* Supplied information
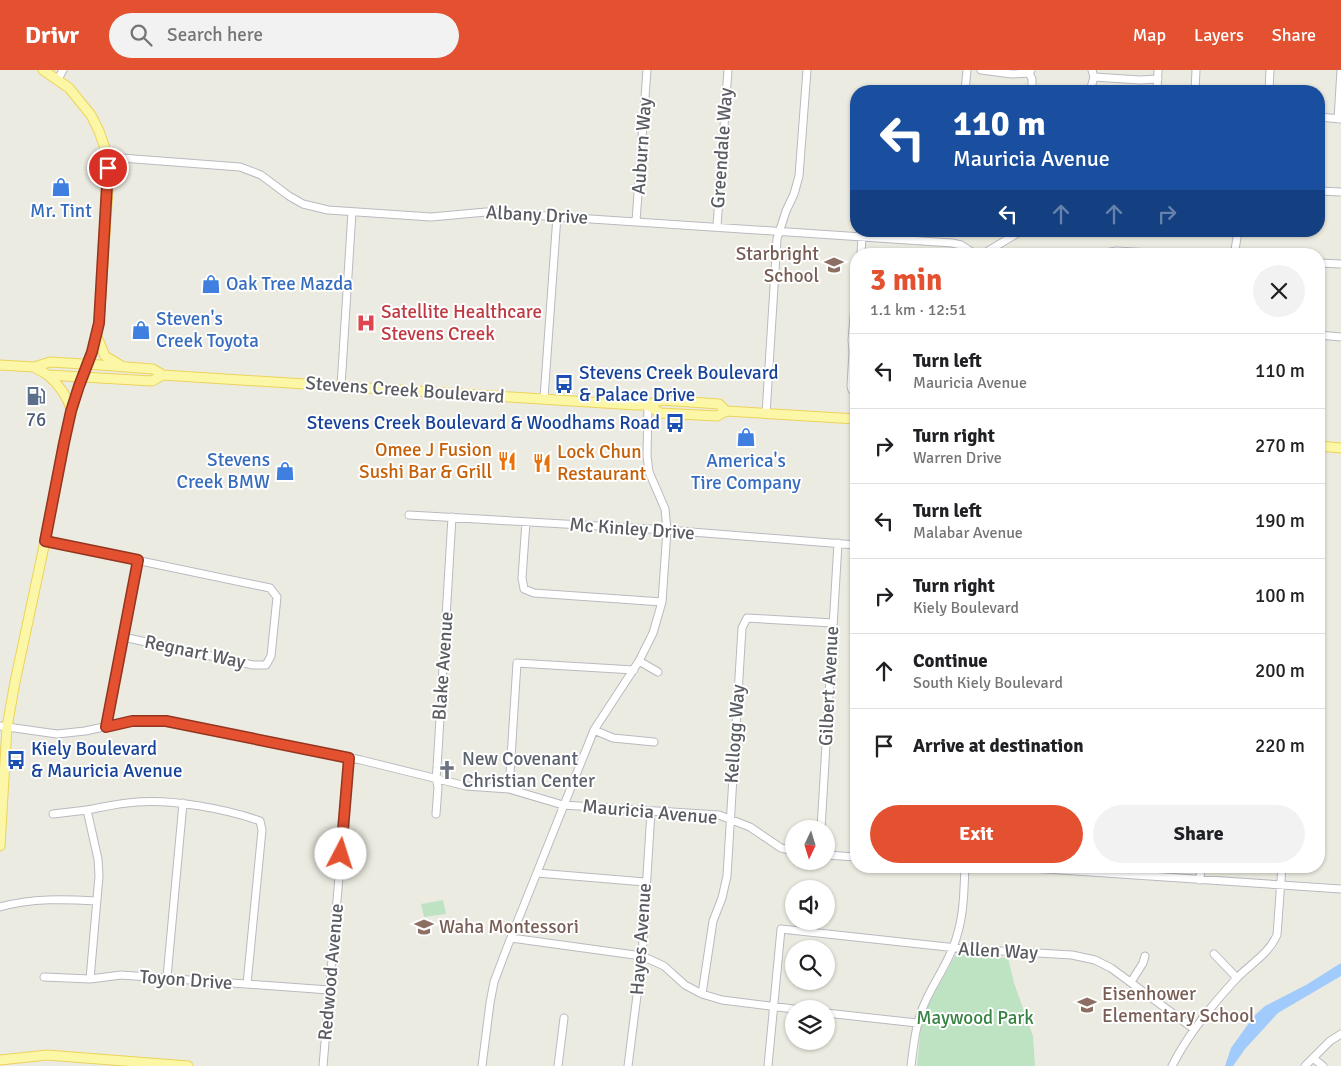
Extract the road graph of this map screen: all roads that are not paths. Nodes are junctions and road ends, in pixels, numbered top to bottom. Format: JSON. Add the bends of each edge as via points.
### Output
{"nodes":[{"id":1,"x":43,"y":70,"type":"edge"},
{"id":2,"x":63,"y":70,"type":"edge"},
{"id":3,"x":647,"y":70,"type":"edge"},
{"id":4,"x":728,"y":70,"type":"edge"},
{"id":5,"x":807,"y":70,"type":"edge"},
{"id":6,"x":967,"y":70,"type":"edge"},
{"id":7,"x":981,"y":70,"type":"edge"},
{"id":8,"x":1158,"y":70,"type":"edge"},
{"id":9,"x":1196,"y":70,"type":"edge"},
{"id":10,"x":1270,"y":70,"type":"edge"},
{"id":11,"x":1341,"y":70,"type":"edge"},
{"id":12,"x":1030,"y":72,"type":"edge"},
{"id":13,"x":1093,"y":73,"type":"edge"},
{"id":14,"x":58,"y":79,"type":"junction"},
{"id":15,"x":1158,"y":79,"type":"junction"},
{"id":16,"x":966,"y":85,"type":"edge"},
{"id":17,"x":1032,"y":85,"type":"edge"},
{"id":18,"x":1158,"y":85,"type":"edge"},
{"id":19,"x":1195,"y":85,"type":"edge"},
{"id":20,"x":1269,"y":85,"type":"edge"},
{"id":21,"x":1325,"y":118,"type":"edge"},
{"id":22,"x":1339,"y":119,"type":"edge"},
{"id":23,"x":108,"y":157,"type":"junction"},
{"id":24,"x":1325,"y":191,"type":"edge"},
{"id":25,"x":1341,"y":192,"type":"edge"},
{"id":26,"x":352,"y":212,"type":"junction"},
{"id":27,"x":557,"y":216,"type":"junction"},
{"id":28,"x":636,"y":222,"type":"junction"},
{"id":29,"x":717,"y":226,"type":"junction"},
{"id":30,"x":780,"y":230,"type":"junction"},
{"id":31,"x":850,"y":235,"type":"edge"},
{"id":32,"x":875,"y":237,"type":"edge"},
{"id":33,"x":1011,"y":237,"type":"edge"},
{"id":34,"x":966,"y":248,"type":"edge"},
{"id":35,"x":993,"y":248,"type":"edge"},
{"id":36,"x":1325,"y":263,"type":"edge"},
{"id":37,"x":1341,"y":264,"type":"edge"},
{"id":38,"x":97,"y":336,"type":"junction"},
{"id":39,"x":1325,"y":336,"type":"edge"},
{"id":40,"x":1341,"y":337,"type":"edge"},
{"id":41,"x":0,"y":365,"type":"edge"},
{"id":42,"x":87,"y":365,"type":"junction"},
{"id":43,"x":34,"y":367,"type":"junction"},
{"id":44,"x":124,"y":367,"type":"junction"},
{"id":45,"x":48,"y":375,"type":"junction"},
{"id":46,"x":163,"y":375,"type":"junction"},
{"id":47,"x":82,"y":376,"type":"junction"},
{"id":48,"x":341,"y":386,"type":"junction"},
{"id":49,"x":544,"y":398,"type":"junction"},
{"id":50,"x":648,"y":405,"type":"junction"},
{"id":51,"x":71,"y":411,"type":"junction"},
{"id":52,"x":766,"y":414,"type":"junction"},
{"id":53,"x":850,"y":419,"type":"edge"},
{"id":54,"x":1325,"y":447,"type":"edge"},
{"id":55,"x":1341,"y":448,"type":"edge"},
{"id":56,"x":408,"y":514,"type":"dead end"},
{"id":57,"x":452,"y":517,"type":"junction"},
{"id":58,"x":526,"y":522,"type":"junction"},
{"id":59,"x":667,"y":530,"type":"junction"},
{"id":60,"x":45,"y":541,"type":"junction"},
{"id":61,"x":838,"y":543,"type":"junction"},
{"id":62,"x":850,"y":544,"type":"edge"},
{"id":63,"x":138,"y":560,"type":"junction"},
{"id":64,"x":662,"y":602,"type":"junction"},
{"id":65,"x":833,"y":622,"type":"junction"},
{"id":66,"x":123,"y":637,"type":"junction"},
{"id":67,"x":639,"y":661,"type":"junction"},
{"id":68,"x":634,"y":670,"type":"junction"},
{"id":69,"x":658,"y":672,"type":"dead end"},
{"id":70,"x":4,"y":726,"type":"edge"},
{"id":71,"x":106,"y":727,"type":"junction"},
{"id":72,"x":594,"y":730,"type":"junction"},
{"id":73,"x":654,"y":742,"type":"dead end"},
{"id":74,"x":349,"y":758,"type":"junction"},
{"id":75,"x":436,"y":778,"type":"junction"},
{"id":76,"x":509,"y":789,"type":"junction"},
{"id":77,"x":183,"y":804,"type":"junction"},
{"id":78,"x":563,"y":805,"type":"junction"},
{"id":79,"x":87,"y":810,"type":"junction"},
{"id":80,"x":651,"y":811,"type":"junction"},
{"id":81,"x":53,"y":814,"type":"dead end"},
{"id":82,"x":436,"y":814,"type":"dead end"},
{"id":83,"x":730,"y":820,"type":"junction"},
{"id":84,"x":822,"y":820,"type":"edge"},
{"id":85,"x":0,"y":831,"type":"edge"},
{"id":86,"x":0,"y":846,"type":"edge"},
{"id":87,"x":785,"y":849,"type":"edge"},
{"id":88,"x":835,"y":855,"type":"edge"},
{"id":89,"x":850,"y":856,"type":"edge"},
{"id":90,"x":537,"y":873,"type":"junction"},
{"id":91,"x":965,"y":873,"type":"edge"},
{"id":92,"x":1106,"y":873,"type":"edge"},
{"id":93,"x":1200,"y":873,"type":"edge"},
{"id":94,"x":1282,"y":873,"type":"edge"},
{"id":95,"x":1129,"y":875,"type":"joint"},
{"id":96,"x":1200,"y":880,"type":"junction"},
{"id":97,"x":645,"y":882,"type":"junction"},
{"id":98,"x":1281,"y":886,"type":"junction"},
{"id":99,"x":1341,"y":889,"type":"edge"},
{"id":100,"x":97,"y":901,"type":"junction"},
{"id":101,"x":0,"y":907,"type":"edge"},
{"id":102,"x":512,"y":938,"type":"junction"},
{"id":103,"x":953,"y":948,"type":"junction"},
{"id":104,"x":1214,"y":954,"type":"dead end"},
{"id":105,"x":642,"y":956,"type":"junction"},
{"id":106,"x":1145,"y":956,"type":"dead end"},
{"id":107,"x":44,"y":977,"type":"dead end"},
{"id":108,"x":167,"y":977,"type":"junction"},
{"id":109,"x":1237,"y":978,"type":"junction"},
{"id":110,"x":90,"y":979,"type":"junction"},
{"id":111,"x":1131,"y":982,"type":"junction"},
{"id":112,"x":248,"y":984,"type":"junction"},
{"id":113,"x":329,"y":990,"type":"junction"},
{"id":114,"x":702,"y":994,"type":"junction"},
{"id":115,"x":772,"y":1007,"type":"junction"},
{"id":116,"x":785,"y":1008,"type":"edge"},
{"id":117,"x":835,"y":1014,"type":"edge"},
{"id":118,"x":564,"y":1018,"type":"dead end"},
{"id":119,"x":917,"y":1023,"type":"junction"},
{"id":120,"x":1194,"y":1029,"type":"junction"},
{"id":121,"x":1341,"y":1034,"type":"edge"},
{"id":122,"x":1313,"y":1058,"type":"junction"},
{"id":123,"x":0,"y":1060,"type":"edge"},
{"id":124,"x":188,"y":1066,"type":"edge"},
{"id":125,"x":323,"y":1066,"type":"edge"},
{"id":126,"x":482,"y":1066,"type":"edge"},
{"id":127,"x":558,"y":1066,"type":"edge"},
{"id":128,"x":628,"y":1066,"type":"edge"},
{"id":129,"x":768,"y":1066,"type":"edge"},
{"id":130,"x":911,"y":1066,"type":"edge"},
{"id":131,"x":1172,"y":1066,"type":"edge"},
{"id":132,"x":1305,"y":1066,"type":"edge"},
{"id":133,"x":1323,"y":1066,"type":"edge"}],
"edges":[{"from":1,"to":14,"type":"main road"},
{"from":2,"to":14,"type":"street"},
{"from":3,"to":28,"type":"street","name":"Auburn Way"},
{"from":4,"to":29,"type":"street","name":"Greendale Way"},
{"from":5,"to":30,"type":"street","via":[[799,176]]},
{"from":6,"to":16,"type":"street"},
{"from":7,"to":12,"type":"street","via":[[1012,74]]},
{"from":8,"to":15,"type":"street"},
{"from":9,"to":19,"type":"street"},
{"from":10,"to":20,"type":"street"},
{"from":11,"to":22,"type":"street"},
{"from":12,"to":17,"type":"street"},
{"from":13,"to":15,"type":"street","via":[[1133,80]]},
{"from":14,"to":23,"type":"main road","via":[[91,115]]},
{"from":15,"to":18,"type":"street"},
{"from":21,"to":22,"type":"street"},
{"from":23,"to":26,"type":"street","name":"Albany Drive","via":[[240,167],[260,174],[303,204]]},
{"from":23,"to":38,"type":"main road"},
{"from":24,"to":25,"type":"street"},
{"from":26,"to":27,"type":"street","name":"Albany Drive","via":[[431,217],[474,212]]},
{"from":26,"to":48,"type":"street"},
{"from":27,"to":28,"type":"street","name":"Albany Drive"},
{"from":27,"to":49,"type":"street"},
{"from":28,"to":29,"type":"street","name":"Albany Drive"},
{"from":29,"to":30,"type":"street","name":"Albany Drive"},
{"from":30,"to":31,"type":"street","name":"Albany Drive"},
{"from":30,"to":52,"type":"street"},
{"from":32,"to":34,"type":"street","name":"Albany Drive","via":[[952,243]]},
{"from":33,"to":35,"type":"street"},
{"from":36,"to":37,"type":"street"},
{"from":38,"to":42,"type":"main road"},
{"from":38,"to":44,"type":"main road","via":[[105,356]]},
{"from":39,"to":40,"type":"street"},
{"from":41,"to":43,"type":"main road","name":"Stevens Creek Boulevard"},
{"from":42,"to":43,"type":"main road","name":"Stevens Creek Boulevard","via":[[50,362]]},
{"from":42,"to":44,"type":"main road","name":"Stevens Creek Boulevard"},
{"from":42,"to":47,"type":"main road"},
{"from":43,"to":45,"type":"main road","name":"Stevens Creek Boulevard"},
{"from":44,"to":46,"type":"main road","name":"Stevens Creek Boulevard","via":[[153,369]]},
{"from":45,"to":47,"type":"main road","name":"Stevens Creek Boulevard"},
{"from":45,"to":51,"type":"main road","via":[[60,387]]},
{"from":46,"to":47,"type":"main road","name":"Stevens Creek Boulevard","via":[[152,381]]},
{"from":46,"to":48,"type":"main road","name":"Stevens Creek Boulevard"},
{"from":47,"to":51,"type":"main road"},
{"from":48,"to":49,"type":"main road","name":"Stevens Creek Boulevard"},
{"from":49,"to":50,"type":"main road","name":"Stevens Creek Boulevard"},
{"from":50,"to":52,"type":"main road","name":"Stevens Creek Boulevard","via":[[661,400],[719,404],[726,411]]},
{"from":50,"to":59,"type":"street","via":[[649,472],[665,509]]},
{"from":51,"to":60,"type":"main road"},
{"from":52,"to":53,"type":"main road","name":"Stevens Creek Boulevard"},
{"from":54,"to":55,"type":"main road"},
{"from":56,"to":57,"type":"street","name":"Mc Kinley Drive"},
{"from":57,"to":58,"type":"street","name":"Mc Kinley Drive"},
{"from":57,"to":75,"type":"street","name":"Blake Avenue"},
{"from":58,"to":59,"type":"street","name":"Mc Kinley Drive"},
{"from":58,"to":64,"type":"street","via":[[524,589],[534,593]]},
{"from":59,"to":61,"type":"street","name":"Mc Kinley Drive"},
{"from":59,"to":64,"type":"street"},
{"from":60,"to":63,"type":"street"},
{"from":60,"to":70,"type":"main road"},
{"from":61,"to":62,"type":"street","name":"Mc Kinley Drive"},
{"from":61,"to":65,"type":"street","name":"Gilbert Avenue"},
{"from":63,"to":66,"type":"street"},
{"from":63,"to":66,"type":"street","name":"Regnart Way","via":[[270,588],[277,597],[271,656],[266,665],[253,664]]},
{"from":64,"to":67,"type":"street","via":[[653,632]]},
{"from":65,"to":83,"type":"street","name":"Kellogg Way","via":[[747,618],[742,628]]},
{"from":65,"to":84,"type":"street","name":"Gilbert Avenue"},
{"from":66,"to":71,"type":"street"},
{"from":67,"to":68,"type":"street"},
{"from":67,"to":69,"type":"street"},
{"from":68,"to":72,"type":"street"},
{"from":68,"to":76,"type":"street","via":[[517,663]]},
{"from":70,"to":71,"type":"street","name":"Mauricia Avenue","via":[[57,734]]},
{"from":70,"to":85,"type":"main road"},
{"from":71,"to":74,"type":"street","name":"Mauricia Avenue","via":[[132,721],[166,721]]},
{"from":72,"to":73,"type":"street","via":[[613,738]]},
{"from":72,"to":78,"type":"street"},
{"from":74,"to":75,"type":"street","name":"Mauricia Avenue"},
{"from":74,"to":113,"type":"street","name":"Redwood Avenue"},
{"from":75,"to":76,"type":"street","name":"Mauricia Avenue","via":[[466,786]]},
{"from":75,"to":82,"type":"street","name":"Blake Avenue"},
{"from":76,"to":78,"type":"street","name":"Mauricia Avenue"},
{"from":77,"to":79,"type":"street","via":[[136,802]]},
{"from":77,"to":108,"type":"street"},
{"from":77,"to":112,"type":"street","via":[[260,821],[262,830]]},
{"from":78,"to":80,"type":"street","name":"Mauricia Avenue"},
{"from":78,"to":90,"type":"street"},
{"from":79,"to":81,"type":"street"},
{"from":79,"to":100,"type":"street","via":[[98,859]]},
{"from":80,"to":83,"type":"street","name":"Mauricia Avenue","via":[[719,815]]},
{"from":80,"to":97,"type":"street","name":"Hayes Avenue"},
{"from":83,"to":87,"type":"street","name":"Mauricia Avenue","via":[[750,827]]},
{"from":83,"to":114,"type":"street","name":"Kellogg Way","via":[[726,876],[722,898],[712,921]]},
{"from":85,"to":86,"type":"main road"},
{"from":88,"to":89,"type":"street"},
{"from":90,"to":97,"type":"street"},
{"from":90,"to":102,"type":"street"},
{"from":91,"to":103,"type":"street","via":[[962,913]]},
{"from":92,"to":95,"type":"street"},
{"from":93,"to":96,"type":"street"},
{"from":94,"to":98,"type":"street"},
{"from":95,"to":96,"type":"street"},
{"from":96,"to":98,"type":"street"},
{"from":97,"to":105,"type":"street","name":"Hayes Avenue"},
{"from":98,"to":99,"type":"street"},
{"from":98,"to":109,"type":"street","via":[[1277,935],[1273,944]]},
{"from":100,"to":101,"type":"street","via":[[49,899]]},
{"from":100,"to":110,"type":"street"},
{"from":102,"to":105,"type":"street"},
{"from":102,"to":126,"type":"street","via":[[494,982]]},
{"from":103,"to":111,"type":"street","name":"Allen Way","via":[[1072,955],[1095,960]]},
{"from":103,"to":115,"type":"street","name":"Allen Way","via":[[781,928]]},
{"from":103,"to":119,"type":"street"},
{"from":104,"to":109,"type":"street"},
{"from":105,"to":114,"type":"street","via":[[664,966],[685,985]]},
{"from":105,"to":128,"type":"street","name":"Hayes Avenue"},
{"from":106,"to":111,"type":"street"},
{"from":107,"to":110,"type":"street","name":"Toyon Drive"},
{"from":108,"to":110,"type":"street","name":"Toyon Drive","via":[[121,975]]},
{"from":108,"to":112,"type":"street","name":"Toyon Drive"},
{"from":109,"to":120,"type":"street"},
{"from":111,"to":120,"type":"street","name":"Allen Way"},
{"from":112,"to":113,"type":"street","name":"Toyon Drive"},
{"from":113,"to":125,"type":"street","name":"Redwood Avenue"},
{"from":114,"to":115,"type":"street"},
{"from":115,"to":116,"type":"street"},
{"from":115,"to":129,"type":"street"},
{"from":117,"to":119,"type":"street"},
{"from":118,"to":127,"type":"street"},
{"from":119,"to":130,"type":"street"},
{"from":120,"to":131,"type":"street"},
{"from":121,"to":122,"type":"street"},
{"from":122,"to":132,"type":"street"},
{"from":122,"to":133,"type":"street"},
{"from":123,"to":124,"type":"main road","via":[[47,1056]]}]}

* What the task requires
Please find all lines of the entries that hold the string "Allen" and copy them.

* Reply to the exercise
{"from":103,"to":111,"type":"street","name":"Allen Way","via":[[1072,955],[1095,960]]},
{"from":103,"to":115,"type":"street","name":"Allen Way","via":[[781,928]]},
{"from":111,"to":120,"type":"street","name":"Allen Way"},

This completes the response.